I would like to report on the Jefferson County angle on two recent happenings in the Missouri Legislature.
Paycheck Protection: This bill requires public sector unions in the state (i.e. those representing government employees) to get yearly permission from workers before taking automatic deduction of union dues from their paychecks. It passed the state House a week ago by a veto-proof margin. This idea is tougher for union types to argue against than right to work: while only two JeffCo GOP representatives have voted for right to work, so far (Shaul and Vescovo), four of the six voted for paycheck protection. Only Becky Ruth (114th district, Festus) and Elaine Gannon (115th, De Soto) voted no on this one, which now moves to the Senate.
The logic is this: if the employees don’t agree with the union’s politics, or don’t think it offers value, they shouldn’t be forced to pay. The union should have to collect its fees like any other organization, rather than receiving free collection services from the government. Furthermore, some ask why public unions even exist, given that state employees already receive the full range of civil service protections that make it so hard to fire bad ones.
Ethics: A number of ethics bills passed the House early in the session and are now being taken up in the Senate. Unfortunately, the Senate took out the knives and gutted the one year cooling off period provision, which would make legislators wait a year after leaving office before becoming a lobbyist. Recall last year when Senator Dempsey quit the Senate in order to become a lobbyist.

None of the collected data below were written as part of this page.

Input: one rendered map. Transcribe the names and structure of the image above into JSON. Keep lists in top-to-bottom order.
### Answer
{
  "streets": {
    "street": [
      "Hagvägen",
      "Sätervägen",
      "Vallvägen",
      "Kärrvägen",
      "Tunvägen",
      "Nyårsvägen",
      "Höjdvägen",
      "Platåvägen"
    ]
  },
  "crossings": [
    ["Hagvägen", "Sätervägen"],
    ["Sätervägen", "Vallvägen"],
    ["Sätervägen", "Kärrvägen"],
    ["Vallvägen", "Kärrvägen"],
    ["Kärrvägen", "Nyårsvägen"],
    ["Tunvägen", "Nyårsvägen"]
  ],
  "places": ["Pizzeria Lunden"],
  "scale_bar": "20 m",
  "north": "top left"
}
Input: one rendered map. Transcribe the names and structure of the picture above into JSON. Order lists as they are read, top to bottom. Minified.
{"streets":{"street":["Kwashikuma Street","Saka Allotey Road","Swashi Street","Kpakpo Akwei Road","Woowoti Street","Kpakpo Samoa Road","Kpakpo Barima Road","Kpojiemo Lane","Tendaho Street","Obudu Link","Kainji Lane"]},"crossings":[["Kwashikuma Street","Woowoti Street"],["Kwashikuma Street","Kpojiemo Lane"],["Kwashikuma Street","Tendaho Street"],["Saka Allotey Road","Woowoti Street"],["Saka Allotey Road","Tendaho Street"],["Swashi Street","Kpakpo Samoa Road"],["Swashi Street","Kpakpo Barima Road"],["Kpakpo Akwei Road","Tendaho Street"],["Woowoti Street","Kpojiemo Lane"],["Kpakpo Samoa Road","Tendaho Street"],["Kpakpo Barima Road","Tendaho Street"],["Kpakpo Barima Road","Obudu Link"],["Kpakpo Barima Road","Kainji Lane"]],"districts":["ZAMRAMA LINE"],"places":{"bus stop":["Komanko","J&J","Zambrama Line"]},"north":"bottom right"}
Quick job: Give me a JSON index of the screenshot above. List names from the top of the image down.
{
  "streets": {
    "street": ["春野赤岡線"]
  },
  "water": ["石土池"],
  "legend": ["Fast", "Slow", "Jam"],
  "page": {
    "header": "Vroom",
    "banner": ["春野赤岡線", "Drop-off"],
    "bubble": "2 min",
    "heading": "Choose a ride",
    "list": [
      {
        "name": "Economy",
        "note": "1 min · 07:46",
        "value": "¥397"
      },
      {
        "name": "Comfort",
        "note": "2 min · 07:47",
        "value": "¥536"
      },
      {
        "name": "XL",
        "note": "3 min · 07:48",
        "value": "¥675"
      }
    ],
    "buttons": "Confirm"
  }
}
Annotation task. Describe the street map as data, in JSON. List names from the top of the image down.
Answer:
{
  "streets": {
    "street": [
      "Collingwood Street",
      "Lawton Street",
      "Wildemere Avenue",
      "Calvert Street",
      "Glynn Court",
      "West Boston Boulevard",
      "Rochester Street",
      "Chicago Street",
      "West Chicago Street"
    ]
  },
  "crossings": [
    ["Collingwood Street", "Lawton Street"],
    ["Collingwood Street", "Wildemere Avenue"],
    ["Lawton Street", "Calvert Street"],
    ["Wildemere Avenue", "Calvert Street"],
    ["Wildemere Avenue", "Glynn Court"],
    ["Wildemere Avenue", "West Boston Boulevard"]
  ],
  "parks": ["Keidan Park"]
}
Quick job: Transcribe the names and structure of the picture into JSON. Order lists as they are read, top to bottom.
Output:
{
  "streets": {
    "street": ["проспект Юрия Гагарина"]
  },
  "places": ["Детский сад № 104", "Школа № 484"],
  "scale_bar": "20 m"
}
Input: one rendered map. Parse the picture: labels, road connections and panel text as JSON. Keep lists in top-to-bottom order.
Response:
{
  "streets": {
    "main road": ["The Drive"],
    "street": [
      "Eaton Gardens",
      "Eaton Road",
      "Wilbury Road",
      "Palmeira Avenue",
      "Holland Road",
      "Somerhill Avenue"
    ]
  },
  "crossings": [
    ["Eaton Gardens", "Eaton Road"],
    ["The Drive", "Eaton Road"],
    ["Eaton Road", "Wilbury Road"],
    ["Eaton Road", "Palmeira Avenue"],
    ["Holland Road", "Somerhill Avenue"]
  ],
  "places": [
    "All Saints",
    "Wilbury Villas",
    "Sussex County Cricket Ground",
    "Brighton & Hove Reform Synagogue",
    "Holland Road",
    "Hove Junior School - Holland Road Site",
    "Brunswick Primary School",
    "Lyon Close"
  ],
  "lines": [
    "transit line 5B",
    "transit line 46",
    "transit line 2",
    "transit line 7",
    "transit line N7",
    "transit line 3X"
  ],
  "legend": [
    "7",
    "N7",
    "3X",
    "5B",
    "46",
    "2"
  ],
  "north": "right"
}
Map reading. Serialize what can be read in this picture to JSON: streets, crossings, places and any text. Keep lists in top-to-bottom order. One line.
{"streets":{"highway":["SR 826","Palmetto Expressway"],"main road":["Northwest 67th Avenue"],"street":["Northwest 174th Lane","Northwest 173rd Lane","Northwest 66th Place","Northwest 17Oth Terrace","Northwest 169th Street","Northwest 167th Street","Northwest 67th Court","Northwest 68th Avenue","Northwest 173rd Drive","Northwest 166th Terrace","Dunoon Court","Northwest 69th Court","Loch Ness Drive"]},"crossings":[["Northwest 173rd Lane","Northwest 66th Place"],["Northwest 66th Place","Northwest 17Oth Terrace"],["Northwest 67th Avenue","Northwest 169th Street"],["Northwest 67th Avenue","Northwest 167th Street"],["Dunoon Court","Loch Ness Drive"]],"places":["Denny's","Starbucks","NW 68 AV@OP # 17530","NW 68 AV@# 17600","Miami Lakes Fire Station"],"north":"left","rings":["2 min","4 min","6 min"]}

Adding to the unfortunateness, our own Senator Paul Wieland (22nd, Imperial, GOP) helped remove the cooling off period. We know this because the Missouri Alliance for Freedom (MAF) was watching in the Senate gallery. The Senate voted on the idea by standing division, which means no written record was kept. But the MAF saw Wieland join the anti-ethics side. I saw no word on whether Wieland, who made the top-ten list of lobbyist gift recipients in 2015, said anything in the Senate debate on a bill banning lobbyist gifts. That bill was shelved for a later time. Wieland needs to get on the right side of these ethics bills.